INSTRUCTIONS TO FOLLOW
Write out the entire listing below exactly as it appears, minus any pictures.

INFORMATION SHOWN
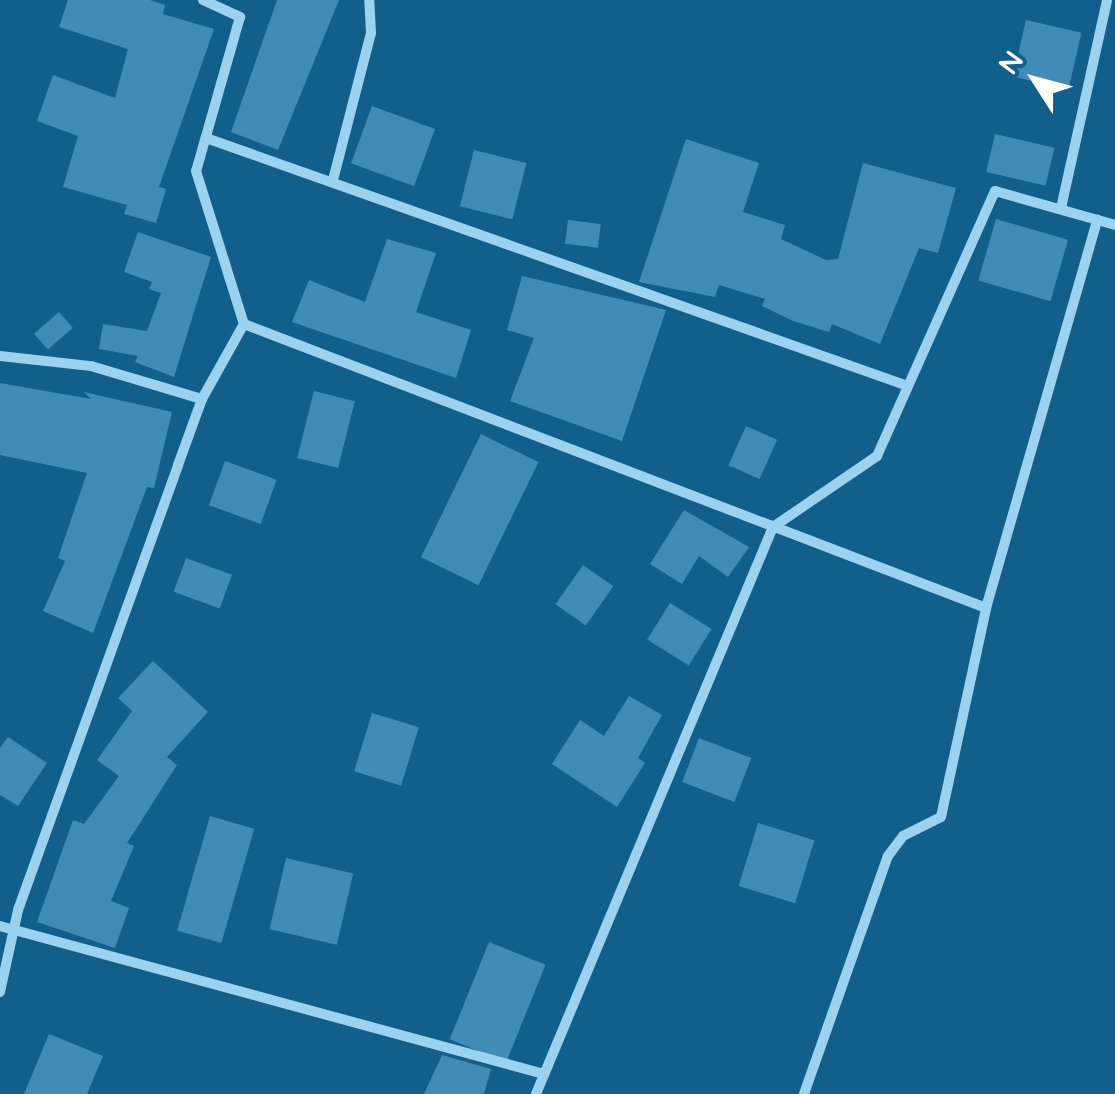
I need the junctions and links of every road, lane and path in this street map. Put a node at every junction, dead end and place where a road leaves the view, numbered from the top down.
1 (203, 0) edge
2 (369, 0) edge
3 (1107, 0) edge
4 (206, 138) junction
5 (333, 180) junction
6 (1062, 208) junction
7 (1097, 220) junction
8 (1115, 225) edge
9 (244, 324) junction
10 (0, 356) edge
11 (905, 384) junction
12 (202, 399) junction
13 (773, 527) junction
14 (986, 608) junction
15 (0, 926) edge
16 (14, 930) junction
17 (0, 992) edge
18 (544, 1074) junction
19 (536, 1094) edge
20 (804, 1094) edge

1 - 4 street
2 - 5 street
3 - 6 street
4 - 5 street
4 - 9 street
5 - 11 street
6 - 7 street
6 - 11 street
7 - 8 street
7 - 14 street
9 - 12 street
9 - 13 street
10 - 12 street
11 - 13 street
12 - 16 street
13 - 14 street
13 - 18 street
14 - 20 street
15 - 16 street
16 - 17 street
16 - 18 street
18 - 19 street

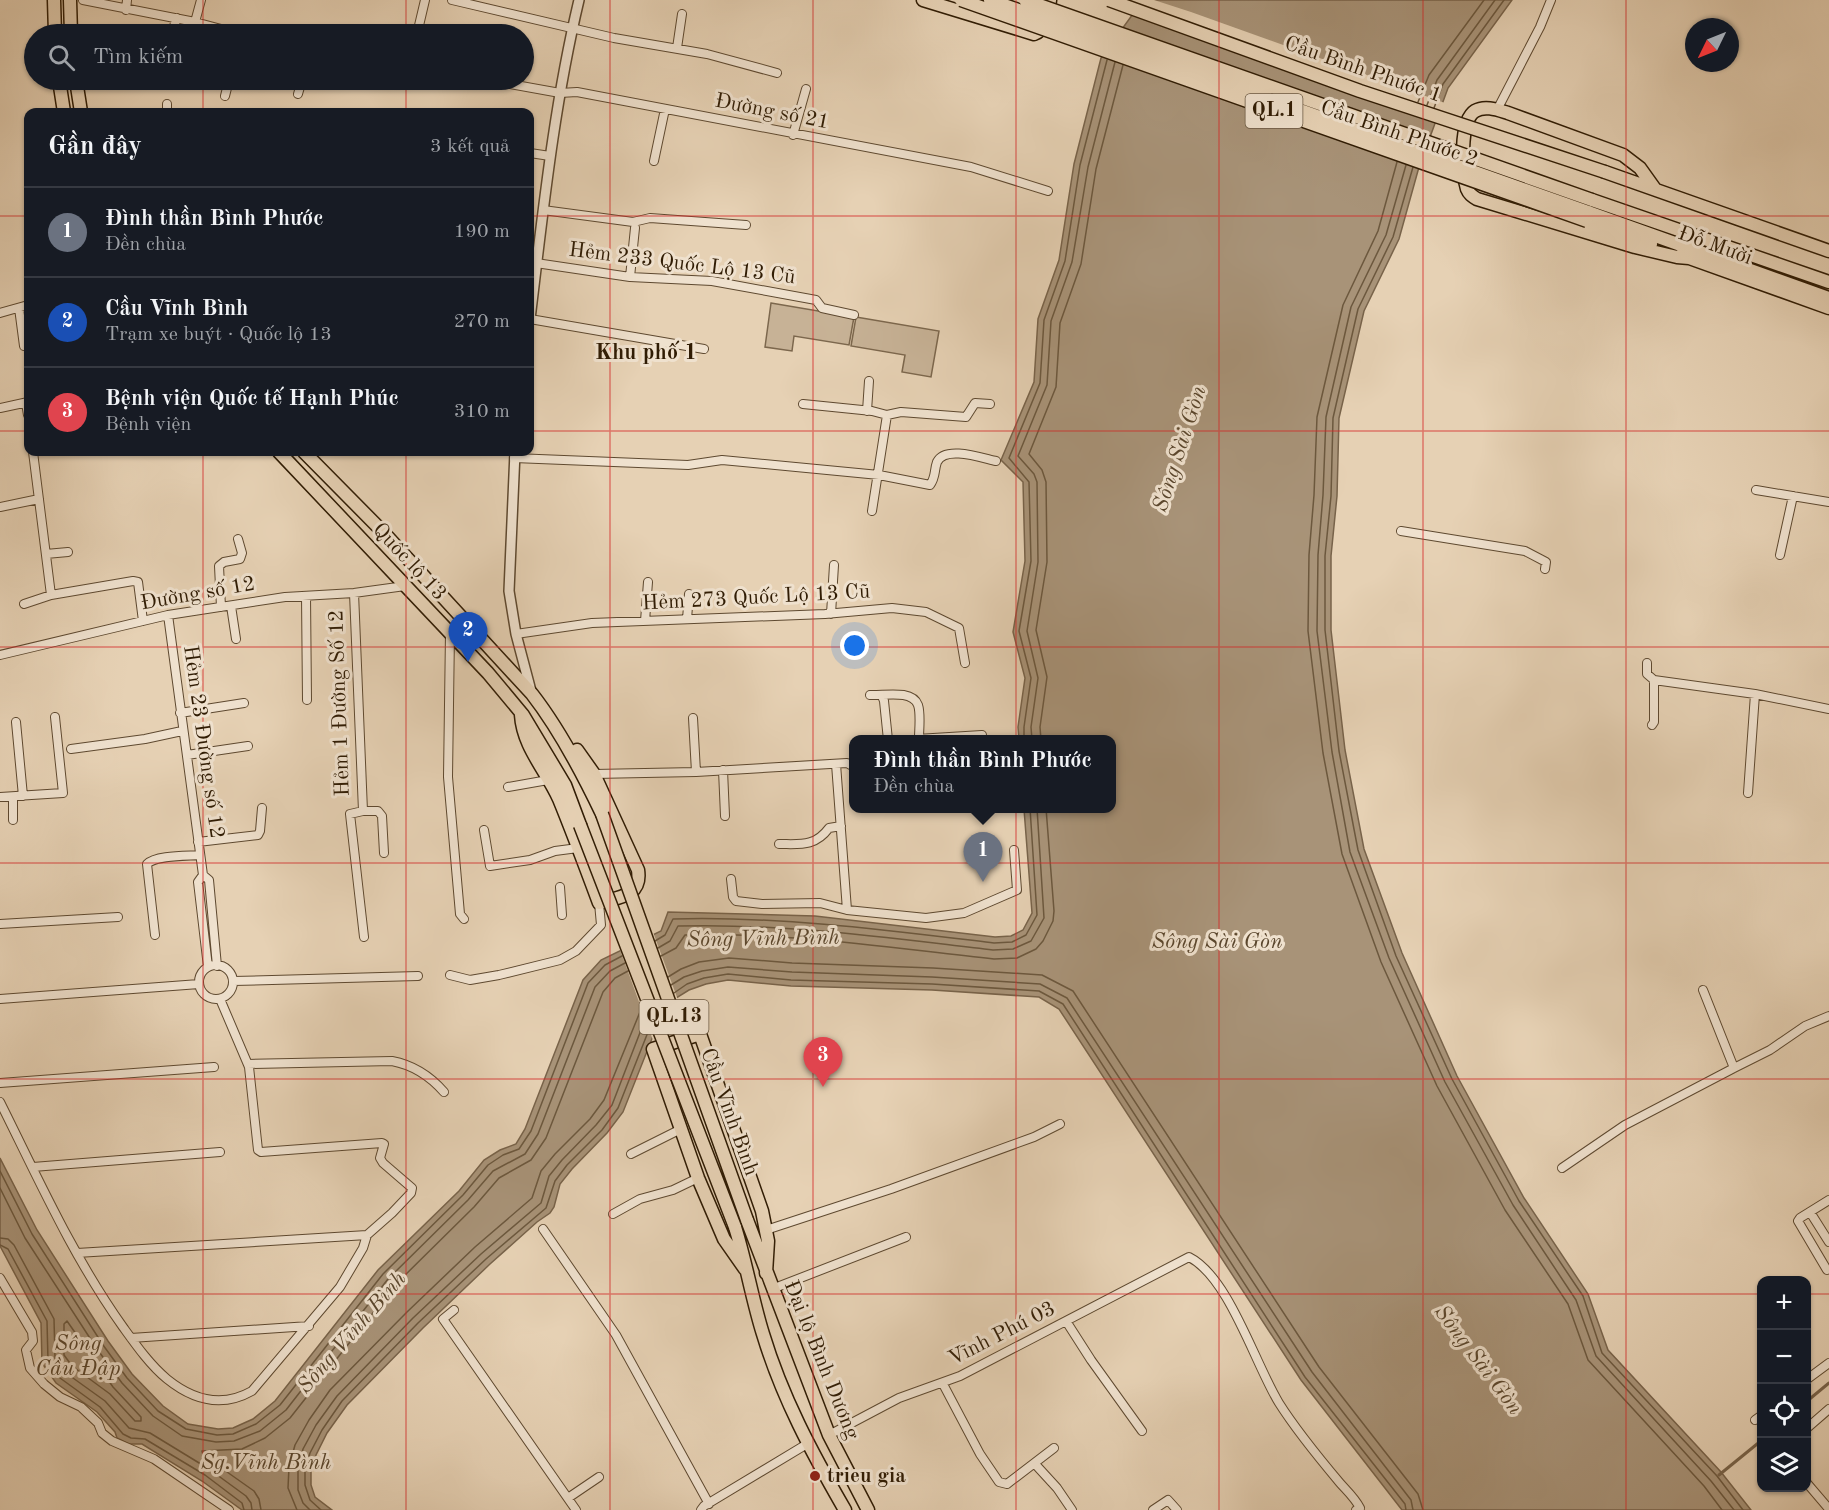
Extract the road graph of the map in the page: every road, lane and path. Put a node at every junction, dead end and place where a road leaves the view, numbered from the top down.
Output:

TASK SOLUTION
I need the junctions and links of every road, lane and path in this street map. Put a node at every junction, dead end and place where a road leaves the view, numbered from the top down.
1 (203, 0) edge
2 (369, 0) edge
3 (1107, 0) edge
4 (206, 138) junction
5 (333, 180) junction
6 (1062, 208) junction
7 (1097, 220) junction
8 (1115, 225) edge
9 (244, 324) junction
10 (0, 356) edge
11 (905, 384) junction
12 (202, 399) junction
13 (773, 527) junction
14 (986, 608) junction
15 (0, 926) edge
16 (14, 930) junction
17 (0, 992) edge
18 (544, 1074) junction
19 (536, 1094) edge
20 (804, 1094) edge

1 - 4 street
2 - 5 street
3 - 6 street
4 - 5 street
4 - 9 street
5 - 11 street
6 - 7 street
6 - 11 street
7 - 8 street
7 - 14 street
9 - 12 street
9 - 13 street
10 - 12 street
11 - 13 street
12 - 16 street
13 - 14 street
13 - 18 street
14 - 20 street
15 - 16 street
16 - 17 street
16 - 18 street
18 - 19 street

Extract the road graph of the map in the page: every road, lane and path. Put a node at every junction, dead end and place where a road leaves the view, numbered from the top down.
Output:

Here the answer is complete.